[Data items]

'''

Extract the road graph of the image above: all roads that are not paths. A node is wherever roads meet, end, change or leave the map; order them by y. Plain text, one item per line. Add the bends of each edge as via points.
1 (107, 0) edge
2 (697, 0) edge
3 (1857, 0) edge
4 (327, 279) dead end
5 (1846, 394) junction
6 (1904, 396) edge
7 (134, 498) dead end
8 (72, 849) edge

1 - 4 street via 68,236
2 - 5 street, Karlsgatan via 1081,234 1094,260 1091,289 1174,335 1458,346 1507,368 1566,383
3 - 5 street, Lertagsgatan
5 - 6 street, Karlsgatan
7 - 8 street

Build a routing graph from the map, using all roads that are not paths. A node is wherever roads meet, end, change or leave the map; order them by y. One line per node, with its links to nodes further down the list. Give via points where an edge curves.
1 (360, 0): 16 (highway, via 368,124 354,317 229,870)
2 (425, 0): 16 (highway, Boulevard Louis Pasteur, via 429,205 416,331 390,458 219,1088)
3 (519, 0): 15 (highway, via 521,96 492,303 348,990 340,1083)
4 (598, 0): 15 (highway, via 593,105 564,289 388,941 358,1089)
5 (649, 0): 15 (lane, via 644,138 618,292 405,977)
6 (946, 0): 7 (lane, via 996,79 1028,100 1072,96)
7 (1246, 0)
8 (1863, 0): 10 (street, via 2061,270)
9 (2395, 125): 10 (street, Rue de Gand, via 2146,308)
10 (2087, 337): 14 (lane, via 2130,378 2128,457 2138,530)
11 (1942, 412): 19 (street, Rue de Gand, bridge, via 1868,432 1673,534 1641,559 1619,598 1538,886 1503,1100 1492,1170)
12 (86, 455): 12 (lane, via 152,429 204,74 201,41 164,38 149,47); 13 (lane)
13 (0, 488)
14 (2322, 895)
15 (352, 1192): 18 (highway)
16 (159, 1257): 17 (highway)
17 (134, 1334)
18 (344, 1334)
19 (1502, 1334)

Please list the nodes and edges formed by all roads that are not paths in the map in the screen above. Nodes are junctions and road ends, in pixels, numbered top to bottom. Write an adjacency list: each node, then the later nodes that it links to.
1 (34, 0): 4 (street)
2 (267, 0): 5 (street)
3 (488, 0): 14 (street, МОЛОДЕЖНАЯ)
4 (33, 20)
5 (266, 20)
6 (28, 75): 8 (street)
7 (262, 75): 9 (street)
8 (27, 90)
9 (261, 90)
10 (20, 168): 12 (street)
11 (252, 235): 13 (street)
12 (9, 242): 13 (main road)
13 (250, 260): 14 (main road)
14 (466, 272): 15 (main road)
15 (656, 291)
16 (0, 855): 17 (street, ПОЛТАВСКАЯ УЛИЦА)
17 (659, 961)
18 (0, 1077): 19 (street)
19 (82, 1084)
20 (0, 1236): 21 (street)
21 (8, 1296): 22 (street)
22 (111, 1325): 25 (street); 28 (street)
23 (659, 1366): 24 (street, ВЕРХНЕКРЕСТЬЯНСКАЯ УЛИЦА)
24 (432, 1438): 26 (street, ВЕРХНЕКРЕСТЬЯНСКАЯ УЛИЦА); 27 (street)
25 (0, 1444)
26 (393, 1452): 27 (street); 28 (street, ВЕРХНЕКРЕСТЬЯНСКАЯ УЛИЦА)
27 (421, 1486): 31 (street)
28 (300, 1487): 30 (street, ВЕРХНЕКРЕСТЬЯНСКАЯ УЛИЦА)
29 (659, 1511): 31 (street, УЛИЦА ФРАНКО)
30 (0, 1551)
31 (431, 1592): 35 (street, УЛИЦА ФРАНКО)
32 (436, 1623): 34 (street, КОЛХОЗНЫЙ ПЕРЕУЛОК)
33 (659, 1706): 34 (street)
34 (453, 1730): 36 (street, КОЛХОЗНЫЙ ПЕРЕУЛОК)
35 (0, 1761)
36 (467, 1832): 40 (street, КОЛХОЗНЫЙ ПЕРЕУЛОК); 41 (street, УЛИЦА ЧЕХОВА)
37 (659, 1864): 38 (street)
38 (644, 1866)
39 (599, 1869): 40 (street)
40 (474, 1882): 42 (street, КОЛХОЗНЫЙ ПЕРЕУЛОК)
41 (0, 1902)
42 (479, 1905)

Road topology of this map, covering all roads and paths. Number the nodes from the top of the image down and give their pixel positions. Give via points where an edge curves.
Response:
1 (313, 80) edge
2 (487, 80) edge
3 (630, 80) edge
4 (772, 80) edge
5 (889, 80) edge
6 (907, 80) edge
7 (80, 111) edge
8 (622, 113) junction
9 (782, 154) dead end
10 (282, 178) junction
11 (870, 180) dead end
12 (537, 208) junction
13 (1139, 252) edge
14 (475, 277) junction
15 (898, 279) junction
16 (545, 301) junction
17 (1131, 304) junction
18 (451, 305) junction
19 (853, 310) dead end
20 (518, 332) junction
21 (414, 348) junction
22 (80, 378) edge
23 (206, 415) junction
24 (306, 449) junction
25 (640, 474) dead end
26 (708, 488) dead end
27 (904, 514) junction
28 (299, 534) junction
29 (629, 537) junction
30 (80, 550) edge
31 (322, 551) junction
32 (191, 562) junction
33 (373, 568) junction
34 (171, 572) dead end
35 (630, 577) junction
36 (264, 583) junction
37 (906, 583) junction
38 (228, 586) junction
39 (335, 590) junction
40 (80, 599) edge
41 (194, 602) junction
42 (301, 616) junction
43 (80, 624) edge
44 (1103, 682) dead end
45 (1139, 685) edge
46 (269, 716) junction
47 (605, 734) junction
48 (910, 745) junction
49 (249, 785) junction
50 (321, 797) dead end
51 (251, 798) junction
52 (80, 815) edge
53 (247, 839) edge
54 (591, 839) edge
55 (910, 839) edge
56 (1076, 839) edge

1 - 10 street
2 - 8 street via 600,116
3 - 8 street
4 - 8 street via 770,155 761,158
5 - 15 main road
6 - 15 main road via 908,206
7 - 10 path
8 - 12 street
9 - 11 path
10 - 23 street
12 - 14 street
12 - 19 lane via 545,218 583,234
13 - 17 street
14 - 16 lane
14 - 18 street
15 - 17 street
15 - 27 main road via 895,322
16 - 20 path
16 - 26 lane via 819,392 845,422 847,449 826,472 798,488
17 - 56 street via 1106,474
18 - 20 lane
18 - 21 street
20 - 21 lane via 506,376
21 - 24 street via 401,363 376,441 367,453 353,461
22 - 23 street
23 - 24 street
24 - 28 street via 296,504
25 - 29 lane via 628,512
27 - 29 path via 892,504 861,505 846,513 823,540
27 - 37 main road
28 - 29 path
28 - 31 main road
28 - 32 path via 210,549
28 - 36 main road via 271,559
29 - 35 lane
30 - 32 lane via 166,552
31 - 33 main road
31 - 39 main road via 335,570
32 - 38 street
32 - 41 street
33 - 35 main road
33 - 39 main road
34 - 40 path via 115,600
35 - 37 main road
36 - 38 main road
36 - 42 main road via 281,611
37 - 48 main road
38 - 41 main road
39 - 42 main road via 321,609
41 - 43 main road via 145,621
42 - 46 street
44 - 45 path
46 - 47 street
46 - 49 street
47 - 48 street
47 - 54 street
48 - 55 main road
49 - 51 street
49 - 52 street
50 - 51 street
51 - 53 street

'''

__Your instructions__
Every entry above should be given again exactly as shown.

__Your response__
Extract the road graph of the image above: all roads that are not paths. A node is wherever roads meet, end, change or leave the map; order them by y. Plain text, one item per line. Add the bends of each edge as via points.
1 (107, 0) edge
2 (697, 0) edge
3 (1857, 0) edge
4 (327, 279) dead end
5 (1846, 394) junction
6 (1904, 396) edge
7 (134, 498) dead end
8 (72, 849) edge

1 - 4 street via 68,236
2 - 5 street, Karlsgatan via 1081,234 1094,260 1091,289 1174,335 1458,346 1507,368 1566,383
3 - 5 street, Lertagsgatan
5 - 6 street, Karlsgatan
7 - 8 street

Build a routing graph from the map, using all roads that are not paths. A node is wherever roads meet, end, change or leave the map; order them by y. One line per node, with its links to nodes further down the list. Give via points where an edge curves.
1 (360, 0): 16 (highway, via 368,124 354,317 229,870)
2 (425, 0): 16 (highway, Boulevard Louis Pasteur, via 429,205 416,331 390,458 219,1088)
3 (519, 0): 15 (highway, via 521,96 492,303 348,990 340,1083)
4 (598, 0): 15 (highway, via 593,105 564,289 388,941 358,1089)
5 (649, 0): 15 (lane, via 644,138 618,292 405,977)
6 (946, 0): 7 (lane, via 996,79 1028,100 1072,96)
7 (1246, 0)
8 (1863, 0): 10 (street, via 2061,270)
9 (2395, 125): 10 (street, Rue de Gand, via 2146,308)
10 (2087, 337): 14 (lane, via 2130,378 2128,457 2138,530)
11 (1942, 412): 19 (street, Rue de Gand, bridge, via 1868,432 1673,534 1641,559 1619,598 1538,886 1503,1100 1492,1170)
12 (86, 455): 12 (lane, via 152,429 204,74 201,41 164,38 149,47); 13 (lane)
13 (0, 488)
14 (2322, 895)
15 (352, 1192): 18 (highway)
16 (159, 1257): 17 (highway)
17 (134, 1334)
18 (344, 1334)
19 (1502, 1334)

Please list the nodes and edges formed by all roads that are not paths in the map in the screen above. Nodes are junctions and road ends, in pixels, numbered top to bottom. Write an adjacency list: each node, then the later nodes that it links to.
1 (34, 0): 4 (street)
2 (267, 0): 5 (street)
3 (488, 0): 14 (street, МОЛОДЕЖНАЯ)
4 (33, 20)
5 (266, 20)
6 (28, 75): 8 (street)
7 (262, 75): 9 (street)
8 (27, 90)
9 (261, 90)
10 (20, 168): 12 (street)
11 (252, 235): 13 (street)
12 (9, 242): 13 (main road)
13 (250, 260): 14 (main road)
14 (466, 272): 15 (main road)
15 (656, 291)
16 (0, 855): 17 (street, ПОЛТАВСКАЯ УЛИЦА)
17 (659, 961)
18 (0, 1077): 19 (street)
19 (82, 1084)
20 (0, 1236): 21 (street)
21 (8, 1296): 22 (street)
22 (111, 1325): 25 (street); 28 (street)
23 (659, 1366): 24 (street, ВЕРХНЕКРЕСТЬЯНСКАЯ УЛИЦА)
24 (432, 1438): 26 (street, ВЕРХНЕКРЕСТЬЯНСКАЯ УЛИЦА); 27 (street)
25 (0, 1444)
26 (393, 1452): 27 (street); 28 (street, ВЕРХНЕКРЕСТЬЯНСКАЯ УЛИЦА)
27 (421, 1486): 31 (street)
28 (300, 1487): 30 (street, ВЕРХНЕКРЕСТЬЯНСКАЯ УЛИЦА)
29 (659, 1511): 31 (street, УЛИЦА ФРАНКО)
30 (0, 1551)
31 (431, 1592): 35 (street, УЛИЦА ФРАНКО)
32 (436, 1623): 34 (street, КОЛХОЗНЫЙ ПЕРЕУЛОК)
33 (659, 1706): 34 (street)
34 (453, 1730): 36 (street, КОЛХОЗНЫЙ ПЕРЕУЛОК)
35 (0, 1761)
36 (467, 1832): 40 (street, КОЛХОЗНЫЙ ПЕРЕУЛОК); 41 (street, УЛИЦА ЧЕХОВА)
37 (659, 1864): 38 (street)
38 (644, 1866)
39 (599, 1869): 40 (street)
40 (474, 1882): 42 (street, КОЛХОЗНЫЙ ПЕРЕУЛОК)
41 (0, 1902)
42 (479, 1905)

Road topology of this map, covering all roads and paths. Number the nodes from the top of the image down and give their pixel positions. Give via points where an edge curves.
Response:
1 (313, 80) edge
2 (487, 80) edge
3 (630, 80) edge
4 (772, 80) edge
5 (889, 80) edge
6 (907, 80) edge
7 (80, 111) edge
8 (622, 113) junction
9 (782, 154) dead end
10 (282, 178) junction
11 (870, 180) dead end
12 (537, 208) junction
13 (1139, 252) edge
14 (475, 277) junction
15 (898, 279) junction
16 (545, 301) junction
17 (1131, 304) junction
18 (451, 305) junction
19 (853, 310) dead end
20 (518, 332) junction
21 (414, 348) junction
22 (80, 378) edge
23 (206, 415) junction
24 (306, 449) junction
25 (640, 474) dead end
26 (708, 488) dead end
27 (904, 514) junction
28 (299, 534) junction
29 (629, 537) junction
30 (80, 550) edge
31 (322, 551) junction
32 (191, 562) junction
33 (373, 568) junction
34 (171, 572) dead end
35 (630, 577) junction
36 (264, 583) junction
37 (906, 583) junction
38 (228, 586) junction
39 (335, 590) junction
40 (80, 599) edge
41 (194, 602) junction
42 (301, 616) junction
43 (80, 624) edge
44 (1103, 682) dead end
45 (1139, 685) edge
46 (269, 716) junction
47 (605, 734) junction
48 (910, 745) junction
49 (249, 785) junction
50 (321, 797) dead end
51 (251, 798) junction
52 (80, 815) edge
53 (247, 839) edge
54 (591, 839) edge
55 (910, 839) edge
56 (1076, 839) edge

1 - 10 street
2 - 8 street via 600,116
3 - 8 street
4 - 8 street via 770,155 761,158
5 - 15 main road
6 - 15 main road via 908,206
7 - 10 path
8 - 12 street
9 - 11 path
10 - 23 street
12 - 14 street
12 - 19 lane via 545,218 583,234
13 - 17 street
14 - 16 lane
14 - 18 street
15 - 17 street
15 - 27 main road via 895,322
16 - 20 path
16 - 26 lane via 819,392 845,422 847,449 826,472 798,488
17 - 56 street via 1106,474
18 - 20 lane
18 - 21 street
20 - 21 lane via 506,376
21 - 24 street via 401,363 376,441 367,453 353,461
22 - 23 street
23 - 24 street
24 - 28 street via 296,504
25 - 29 lane via 628,512
27 - 29 path via 892,504 861,505 846,513 823,540
27 - 37 main road
28 - 29 path
28 - 31 main road
28 - 32 path via 210,549
28 - 36 main road via 271,559
29 - 35 lane
30 - 32 lane via 166,552
31 - 33 main road
31 - 39 main road via 335,570
32 - 38 street
32 - 41 street
33 - 35 main road
33 - 39 main road
34 - 40 path via 115,600
35 - 37 main road
36 - 38 main road
36 - 42 main road via 281,611
37 - 48 main road
38 - 41 main road
39 - 42 main road via 321,609
41 - 43 main road via 145,621
42 - 46 street
44 - 45 path
46 - 47 street
46 - 49 street
47 - 48 street
47 - 54 street
48 - 55 main road
49 - 51 street
49 - 52 street
50 - 51 street
51 - 53 street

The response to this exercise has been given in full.